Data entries
* * *

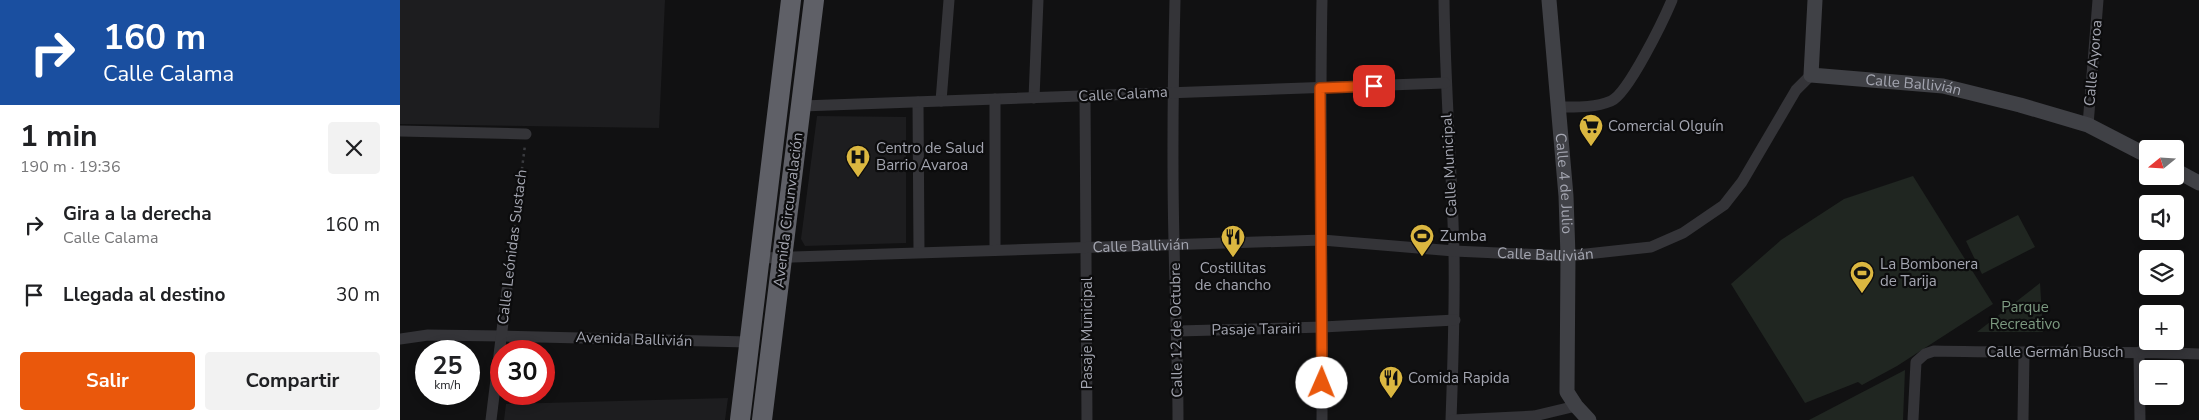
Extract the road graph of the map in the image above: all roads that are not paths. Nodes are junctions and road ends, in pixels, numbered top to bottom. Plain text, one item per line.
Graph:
1 (791, 0) edge
2 (814, 0) edge
3 (949, 0) edge
4 (1038, 0) edge
5 (1175, 0) edge
6 (1322, 0) edge
7 (1444, 0) edge
8 (1549, 0) edge
9 (1672, 0) edge
10 (1815, 0) edge
11 (2098, 0) edge
12 (1811, 75) junction
13 (1445, 83) junction
14 (1320, 88) junction
15 (1173, 92) junction
16 (1085, 96) junction
17 (1034, 98) junction
18 (995, 99) junction
19 (941, 101) junction
20 (918, 102) junction
21 (802, 106) junction
22 (1558, 107) junction
23 (2088, 125) junction
24 (400, 131) edge
25 (526, 134) road end
26 (2139, 151) edge
27 (2199, 170) edge
28 (2184, 171) edge
29 (2184, 175) edge
30 (2199, 183) edge
31 (1322, 240) junction
32 (1174, 244) junction
33 (1087, 246) junction
34 (995, 250) junction
35 (1454, 251) junction
36 (919, 252) junction
37 (1568, 256) junction
38 (782, 257) junction
39 (760, 258) junction
40 (507, 290) road end
41 (1454, 320) junction
42 (1323, 327) junction
43 (1178, 331) junction
44 (502, 336) junction
45 (400, 339) edge
46 (748, 342) junction
47 (2139, 352) junction
48 (2024, 353) junction
49 (2199, 354) edge
50 (1576, 406) junction
51 (491, 420) edge
52 (740, 420) edge
53 (762, 420) edge
54 (1087, 420) edge
55 (1178, 420) edge
56 (1322, 420) edge
57 (1452, 420) edge
58 (1589, 420) edge
59 (1913, 420) edge
60 (2023, 420) edge
61 (2140, 420) edge

1 - 39 highway, Avenida Circunvalación
2 - 21 highway, Avenida Circunvalación
3 - 19 street
4 - 17 street
5 - 15 street, Calle 12 de Octubre
6 - 14 street
7 - 13 street, Calle Municipal
8 - 22 street, Calle 4 de Julio
9 - 22 street
10 - 12 street
11 - 23 street, Calle Ayoroa
12 - 23 street, Calle Ballivián
12 - 37 street, Calle Ballivián
13 - 14 street, Calle Calama
13 - 35 street, Calle Municipal
14 - 15 street, Calle Calama
14 - 31 street
15 - 16 street, Calle Calama
15 - 32 street, Calle 12 de Octubre
16 - 17 street, Calle Calama
16 - 33 street, Pasaje Municipal
17 - 18 street, Calle Calama
18 - 19 street, Calle Calama
18 - 34 street
19 - 20 street, Calle Calama
20 - 21 street, Calle Calama
20 - 36 street
21 - 38 highway, Avenida Circunvalación
22 - 37 street, Calle 4 de Julio
23 - 26 street, Calle Ballivián
24 - 25 street
27 - 28 street
29 - 30 street
31 - 32 street, Calle Ballivián
31 - 35 street, Calle Ballivián
31 - 42 street
32 - 33 street, Calle Ballivián
32 - 43 street, Calle 12 de Octubre
33 - 34 street, Calle Ballivián
33 - 54 street, Pasaje Municipal
34 - 36 street, Calle Ballivián
35 - 37 street, Calle Ballivián
35 - 41 street, Calle Municipal
36 - 38 street, Calle Ballivián
37 - 50 street, Calle 4 de Julio
38 - 39 street, Calle Ballivián
38 - 53 highway, Avenida Circunvalación
39 - 46 highway, Avenida Circunvalación
40 - 44 street, Calle Leónidas Sustach
41 - 42 street, Pasaje Tarairi
41 - 57 street, Calle Municipal
42 - 43 street, Pasaje Tarairi
42 - 56 street
43 - 55 street, Calle 12 de Octubre
44 - 45 street, Avenida Ballivián
44 - 46 street, Avenida Ballivián
44 - 51 street, Calle Leónidas Sustach
46 - 52 highway, Avenida Circunvalación
47 - 48 street, Calle Germán Busch
47 - 49 street, Calle Germán Busch
47 - 61 street
48 - 59 street, Calle Germán Busch
48 - 60 street
50 - 57 street
50 - 58 street, Calle 4 de Julio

* * *

* Your assignment *
Above are the records; report each line in them that includes the word "Calama".

* Solution to the exercise *
13 - 14 street, Calle Calama
14 - 15 street, Calle Calama
15 - 16 street, Calle Calama
16 - 17 street, Calle Calama
17 - 18 street, Calle Calama
18 - 19 street, Calle Calama
19 - 20 street, Calle Calama
20 - 21 street, Calle Calama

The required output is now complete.